▶ _What is needed_:
From the records below, state how many lines hold the string "ImageSurface", without any other text.

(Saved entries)
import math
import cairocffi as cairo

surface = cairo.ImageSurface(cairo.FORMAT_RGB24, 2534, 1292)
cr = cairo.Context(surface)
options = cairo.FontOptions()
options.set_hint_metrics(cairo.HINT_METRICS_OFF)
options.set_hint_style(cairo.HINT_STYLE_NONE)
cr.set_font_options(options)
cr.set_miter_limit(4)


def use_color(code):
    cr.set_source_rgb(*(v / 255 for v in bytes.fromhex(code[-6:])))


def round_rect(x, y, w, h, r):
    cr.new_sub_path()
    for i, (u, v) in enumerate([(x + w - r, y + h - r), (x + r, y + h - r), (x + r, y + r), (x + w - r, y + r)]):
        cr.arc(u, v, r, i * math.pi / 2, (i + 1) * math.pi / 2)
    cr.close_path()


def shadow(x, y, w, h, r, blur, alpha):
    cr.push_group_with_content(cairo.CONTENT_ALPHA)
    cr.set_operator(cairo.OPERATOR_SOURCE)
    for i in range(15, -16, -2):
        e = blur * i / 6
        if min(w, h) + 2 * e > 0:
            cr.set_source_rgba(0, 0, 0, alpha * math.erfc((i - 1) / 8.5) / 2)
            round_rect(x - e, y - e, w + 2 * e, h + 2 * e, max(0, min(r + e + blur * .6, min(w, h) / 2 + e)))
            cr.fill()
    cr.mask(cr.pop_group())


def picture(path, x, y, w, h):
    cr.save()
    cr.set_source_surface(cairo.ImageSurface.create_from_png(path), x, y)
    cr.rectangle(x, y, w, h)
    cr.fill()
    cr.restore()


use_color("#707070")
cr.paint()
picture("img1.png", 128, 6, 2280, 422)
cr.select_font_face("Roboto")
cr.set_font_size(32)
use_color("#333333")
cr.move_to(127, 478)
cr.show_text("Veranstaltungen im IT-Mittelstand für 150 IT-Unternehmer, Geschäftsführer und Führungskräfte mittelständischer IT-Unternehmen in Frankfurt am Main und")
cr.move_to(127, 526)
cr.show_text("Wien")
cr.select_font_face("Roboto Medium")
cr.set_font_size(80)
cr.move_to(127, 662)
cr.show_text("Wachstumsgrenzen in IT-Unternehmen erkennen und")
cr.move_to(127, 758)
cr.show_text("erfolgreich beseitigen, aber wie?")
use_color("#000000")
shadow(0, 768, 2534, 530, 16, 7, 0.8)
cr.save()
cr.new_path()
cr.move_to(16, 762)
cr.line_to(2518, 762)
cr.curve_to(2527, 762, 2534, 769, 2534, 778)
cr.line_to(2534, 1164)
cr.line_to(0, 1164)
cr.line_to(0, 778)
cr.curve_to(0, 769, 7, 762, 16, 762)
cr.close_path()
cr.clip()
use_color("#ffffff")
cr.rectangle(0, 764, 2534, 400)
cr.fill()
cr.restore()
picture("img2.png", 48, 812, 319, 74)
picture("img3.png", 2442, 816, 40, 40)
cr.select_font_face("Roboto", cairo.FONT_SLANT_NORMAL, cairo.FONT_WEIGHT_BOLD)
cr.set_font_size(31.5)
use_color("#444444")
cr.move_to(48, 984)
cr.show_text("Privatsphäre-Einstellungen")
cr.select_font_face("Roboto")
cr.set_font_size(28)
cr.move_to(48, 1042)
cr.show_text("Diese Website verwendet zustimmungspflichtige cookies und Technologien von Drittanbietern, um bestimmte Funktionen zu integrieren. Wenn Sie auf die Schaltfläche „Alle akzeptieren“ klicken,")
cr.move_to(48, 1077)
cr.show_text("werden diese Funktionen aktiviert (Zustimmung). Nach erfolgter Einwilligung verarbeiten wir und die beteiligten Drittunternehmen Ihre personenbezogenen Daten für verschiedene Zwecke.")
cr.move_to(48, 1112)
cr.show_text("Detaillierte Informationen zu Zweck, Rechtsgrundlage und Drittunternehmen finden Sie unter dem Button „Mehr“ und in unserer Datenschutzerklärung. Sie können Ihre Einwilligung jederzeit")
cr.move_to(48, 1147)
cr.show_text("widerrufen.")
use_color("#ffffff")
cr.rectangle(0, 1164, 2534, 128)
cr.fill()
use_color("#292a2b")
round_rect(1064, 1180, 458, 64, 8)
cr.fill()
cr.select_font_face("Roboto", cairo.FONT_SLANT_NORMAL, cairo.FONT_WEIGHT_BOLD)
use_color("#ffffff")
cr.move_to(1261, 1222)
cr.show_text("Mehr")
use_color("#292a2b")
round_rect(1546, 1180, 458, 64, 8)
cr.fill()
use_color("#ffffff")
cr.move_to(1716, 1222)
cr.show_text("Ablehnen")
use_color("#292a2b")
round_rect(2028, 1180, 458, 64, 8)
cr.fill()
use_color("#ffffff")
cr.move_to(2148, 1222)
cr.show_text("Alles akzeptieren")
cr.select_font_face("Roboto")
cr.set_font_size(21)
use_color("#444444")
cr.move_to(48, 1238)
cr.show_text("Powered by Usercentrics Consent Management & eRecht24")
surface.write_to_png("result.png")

▶ _Expected answer_:
2